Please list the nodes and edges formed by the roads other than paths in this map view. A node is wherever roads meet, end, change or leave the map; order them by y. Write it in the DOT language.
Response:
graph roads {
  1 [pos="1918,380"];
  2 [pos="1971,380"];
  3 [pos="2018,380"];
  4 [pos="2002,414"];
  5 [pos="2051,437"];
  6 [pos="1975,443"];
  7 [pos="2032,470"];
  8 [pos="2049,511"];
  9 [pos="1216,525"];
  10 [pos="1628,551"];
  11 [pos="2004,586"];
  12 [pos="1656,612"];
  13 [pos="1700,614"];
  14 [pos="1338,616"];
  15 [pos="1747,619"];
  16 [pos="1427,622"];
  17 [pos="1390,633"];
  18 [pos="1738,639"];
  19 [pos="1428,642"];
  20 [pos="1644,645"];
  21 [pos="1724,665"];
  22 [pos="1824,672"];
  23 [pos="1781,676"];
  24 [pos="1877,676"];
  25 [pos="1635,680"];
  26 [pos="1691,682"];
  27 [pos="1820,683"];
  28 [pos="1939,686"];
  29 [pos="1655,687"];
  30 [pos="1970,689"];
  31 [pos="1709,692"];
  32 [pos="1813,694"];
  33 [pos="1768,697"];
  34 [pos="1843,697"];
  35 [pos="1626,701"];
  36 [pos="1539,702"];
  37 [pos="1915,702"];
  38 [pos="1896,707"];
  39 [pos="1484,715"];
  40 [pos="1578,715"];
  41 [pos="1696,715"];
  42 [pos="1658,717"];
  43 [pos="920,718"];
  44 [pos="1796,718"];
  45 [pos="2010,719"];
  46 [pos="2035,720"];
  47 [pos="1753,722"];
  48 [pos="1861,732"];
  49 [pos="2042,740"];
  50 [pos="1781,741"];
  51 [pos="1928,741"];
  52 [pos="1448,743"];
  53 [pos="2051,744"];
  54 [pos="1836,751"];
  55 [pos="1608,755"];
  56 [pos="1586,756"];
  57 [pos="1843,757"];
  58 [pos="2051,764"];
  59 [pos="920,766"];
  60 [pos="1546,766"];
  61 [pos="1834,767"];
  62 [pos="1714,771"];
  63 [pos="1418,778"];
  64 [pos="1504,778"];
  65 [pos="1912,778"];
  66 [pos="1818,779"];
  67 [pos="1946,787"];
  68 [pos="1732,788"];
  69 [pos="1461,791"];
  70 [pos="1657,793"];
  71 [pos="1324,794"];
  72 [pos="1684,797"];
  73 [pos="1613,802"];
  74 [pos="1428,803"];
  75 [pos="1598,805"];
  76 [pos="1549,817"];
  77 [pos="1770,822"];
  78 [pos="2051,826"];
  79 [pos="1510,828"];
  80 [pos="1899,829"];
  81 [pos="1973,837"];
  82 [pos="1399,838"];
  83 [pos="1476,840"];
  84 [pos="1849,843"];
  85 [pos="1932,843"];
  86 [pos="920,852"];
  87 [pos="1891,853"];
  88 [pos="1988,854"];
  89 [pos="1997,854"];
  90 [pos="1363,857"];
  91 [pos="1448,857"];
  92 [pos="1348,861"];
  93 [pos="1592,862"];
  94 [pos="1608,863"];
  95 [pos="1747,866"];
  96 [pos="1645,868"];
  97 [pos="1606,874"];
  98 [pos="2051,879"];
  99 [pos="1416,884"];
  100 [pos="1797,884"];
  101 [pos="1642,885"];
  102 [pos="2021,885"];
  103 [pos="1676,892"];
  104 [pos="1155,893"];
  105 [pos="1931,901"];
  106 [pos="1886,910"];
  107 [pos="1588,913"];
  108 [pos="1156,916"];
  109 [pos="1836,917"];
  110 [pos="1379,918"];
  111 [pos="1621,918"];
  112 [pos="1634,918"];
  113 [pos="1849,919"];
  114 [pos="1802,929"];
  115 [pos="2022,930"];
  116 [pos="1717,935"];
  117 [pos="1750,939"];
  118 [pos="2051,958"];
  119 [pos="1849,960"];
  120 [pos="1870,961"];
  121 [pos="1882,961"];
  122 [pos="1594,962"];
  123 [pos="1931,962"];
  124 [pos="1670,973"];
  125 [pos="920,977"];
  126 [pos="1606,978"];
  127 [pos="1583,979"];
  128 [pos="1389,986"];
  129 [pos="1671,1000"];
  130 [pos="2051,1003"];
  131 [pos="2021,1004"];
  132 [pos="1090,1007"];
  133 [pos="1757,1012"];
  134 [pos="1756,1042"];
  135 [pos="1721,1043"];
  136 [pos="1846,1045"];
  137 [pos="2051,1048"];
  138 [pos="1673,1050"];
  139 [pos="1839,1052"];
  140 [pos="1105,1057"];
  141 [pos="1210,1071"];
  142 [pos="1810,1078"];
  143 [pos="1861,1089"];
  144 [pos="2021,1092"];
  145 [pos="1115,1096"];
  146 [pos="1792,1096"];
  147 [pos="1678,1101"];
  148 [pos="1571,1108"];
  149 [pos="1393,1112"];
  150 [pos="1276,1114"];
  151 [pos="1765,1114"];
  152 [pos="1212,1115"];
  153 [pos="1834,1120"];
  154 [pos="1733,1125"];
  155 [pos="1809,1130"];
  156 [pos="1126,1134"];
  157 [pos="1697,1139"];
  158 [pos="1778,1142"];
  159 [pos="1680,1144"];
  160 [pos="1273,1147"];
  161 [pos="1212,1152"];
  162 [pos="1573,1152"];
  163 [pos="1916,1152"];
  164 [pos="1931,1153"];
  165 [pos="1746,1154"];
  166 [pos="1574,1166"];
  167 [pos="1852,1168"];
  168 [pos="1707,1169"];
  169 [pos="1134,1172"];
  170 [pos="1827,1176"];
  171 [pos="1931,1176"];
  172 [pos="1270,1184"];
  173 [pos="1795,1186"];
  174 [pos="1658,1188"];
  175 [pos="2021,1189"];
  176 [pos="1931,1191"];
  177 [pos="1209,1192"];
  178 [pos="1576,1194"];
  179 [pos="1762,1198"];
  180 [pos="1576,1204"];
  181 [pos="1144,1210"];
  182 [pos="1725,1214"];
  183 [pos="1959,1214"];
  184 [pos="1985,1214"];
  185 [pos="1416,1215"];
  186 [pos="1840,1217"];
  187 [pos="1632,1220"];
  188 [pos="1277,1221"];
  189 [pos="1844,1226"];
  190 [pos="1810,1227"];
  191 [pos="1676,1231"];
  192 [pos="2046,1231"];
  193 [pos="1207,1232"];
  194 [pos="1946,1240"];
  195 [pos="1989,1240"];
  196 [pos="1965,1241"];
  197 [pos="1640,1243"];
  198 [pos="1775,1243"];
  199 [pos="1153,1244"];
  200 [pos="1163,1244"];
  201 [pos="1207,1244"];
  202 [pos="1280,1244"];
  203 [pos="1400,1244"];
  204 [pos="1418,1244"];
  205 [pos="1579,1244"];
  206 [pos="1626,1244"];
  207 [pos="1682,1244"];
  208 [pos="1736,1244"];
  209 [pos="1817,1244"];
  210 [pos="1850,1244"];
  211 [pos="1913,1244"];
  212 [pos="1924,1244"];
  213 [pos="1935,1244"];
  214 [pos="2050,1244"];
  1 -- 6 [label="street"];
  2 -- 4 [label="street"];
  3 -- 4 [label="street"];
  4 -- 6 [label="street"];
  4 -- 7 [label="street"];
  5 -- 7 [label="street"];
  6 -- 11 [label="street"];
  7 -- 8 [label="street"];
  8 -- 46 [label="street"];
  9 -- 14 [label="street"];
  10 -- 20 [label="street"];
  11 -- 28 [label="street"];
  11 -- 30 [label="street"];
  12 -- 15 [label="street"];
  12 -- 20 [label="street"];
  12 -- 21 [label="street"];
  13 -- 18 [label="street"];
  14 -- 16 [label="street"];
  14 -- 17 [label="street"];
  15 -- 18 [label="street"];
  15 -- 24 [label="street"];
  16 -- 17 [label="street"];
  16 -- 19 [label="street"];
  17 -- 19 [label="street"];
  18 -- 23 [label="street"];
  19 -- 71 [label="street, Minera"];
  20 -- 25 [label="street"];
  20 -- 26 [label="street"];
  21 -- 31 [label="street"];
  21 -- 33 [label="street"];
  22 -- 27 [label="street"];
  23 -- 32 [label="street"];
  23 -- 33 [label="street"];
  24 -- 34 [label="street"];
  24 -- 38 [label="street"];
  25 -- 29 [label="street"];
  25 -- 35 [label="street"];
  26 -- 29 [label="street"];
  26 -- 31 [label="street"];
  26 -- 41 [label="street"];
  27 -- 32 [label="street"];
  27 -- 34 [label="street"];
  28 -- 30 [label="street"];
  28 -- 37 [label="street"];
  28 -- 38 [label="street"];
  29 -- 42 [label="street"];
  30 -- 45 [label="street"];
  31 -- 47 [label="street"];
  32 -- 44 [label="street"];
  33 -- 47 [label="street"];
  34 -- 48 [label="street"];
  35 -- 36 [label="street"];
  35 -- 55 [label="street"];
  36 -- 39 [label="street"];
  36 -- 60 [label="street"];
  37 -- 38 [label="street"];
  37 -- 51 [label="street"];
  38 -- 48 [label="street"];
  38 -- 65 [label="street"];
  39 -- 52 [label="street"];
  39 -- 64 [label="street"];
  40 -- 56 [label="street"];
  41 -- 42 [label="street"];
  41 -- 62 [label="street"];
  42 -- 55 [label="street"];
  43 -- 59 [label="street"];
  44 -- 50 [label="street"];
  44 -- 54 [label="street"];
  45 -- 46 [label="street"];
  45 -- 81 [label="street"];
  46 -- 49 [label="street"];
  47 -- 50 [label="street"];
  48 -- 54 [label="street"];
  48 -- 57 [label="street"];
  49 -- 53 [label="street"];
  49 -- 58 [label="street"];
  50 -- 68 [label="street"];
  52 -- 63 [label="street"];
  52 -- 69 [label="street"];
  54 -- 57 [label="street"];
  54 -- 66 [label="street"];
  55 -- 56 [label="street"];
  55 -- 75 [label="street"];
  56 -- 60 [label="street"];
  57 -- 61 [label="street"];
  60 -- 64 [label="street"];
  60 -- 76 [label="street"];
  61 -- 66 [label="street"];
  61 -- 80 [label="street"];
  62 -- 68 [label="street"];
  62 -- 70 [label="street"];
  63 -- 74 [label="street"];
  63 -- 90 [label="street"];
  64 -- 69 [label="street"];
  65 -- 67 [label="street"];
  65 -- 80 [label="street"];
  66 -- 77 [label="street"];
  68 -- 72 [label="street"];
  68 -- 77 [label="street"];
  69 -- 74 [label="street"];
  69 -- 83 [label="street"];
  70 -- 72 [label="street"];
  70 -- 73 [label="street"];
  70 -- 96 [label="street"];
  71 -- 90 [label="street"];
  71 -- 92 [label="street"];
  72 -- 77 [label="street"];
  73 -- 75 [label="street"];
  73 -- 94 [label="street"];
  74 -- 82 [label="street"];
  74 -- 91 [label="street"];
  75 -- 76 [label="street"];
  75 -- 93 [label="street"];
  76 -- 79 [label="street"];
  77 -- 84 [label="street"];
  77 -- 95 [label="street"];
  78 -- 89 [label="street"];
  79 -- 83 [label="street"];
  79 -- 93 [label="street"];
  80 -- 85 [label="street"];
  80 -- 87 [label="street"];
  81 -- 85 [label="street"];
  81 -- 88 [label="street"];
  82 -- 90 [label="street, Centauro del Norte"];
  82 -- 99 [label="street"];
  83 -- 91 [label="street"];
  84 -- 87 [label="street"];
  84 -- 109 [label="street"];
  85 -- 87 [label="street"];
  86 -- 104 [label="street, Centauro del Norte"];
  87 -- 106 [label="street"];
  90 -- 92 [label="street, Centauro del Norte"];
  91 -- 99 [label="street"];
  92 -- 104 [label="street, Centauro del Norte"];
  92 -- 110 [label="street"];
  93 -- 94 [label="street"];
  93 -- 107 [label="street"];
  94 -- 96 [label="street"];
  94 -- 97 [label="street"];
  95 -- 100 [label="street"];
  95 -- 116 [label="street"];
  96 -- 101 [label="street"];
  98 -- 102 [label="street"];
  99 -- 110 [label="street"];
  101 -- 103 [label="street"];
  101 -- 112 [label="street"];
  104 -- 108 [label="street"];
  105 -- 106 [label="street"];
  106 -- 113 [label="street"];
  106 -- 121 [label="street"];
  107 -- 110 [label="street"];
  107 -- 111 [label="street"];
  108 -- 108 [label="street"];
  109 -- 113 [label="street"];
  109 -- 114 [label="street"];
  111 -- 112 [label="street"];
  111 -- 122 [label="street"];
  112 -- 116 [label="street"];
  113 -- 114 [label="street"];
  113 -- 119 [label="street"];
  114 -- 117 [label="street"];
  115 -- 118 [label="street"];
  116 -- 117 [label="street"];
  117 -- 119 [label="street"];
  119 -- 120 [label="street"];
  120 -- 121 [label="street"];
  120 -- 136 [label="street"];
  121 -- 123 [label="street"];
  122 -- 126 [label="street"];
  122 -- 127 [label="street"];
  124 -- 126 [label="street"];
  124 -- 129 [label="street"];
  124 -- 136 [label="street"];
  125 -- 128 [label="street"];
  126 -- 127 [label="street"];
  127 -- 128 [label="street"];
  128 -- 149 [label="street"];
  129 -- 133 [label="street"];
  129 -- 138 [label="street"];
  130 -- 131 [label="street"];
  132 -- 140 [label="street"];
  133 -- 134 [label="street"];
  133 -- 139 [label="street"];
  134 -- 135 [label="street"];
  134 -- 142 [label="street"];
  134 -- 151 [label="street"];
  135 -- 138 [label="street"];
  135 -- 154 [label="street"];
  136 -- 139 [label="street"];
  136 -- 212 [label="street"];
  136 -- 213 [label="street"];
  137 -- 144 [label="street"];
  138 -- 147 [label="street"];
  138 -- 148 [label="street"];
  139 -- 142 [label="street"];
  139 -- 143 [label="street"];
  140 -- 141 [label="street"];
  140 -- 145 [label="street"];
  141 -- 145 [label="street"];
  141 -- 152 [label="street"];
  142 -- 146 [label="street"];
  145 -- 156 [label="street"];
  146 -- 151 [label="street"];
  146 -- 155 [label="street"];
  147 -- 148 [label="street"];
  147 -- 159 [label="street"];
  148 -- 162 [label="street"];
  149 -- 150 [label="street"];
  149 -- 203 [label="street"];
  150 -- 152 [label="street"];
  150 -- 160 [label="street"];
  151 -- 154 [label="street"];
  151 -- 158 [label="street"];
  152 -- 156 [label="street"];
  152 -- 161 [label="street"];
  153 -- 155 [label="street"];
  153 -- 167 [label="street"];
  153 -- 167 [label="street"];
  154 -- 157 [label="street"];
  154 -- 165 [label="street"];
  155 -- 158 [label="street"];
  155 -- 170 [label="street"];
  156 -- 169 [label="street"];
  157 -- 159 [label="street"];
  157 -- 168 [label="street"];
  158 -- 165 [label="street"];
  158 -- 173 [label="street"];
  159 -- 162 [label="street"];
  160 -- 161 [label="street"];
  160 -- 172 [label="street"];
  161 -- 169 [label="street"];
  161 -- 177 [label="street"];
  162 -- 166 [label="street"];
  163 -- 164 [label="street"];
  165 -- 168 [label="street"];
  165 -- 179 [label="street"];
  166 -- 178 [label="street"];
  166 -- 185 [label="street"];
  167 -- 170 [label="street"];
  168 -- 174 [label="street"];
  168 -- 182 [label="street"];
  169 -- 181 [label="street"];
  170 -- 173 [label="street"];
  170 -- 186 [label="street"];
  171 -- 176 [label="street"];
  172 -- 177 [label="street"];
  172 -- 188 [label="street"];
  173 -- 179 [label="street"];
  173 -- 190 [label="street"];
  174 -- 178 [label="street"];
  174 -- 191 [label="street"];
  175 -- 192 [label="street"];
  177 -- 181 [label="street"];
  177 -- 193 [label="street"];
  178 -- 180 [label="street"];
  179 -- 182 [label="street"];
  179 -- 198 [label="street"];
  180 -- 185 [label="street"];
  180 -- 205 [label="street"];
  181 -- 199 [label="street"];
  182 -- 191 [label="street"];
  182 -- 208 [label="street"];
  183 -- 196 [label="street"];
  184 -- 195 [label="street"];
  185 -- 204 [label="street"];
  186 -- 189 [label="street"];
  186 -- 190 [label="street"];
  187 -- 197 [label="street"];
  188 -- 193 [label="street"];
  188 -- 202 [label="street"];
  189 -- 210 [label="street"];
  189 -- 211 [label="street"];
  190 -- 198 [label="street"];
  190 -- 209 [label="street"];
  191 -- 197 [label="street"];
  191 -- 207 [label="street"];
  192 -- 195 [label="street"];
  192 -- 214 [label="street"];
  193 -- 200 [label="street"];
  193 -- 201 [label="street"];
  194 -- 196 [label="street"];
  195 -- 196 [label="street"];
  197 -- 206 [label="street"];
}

Problem statement: Take from the material above every line that includes the word "Centauro".

Output for this exercise:
  82 -- 90 [label="street, Centauro del Norte"];
  86 -- 104 [label="street, Centauro del Norte"];
  90 -- 92 [label="street, Centauro del Norte"];
  92 -- 104 [label="street, Centauro del Norte"];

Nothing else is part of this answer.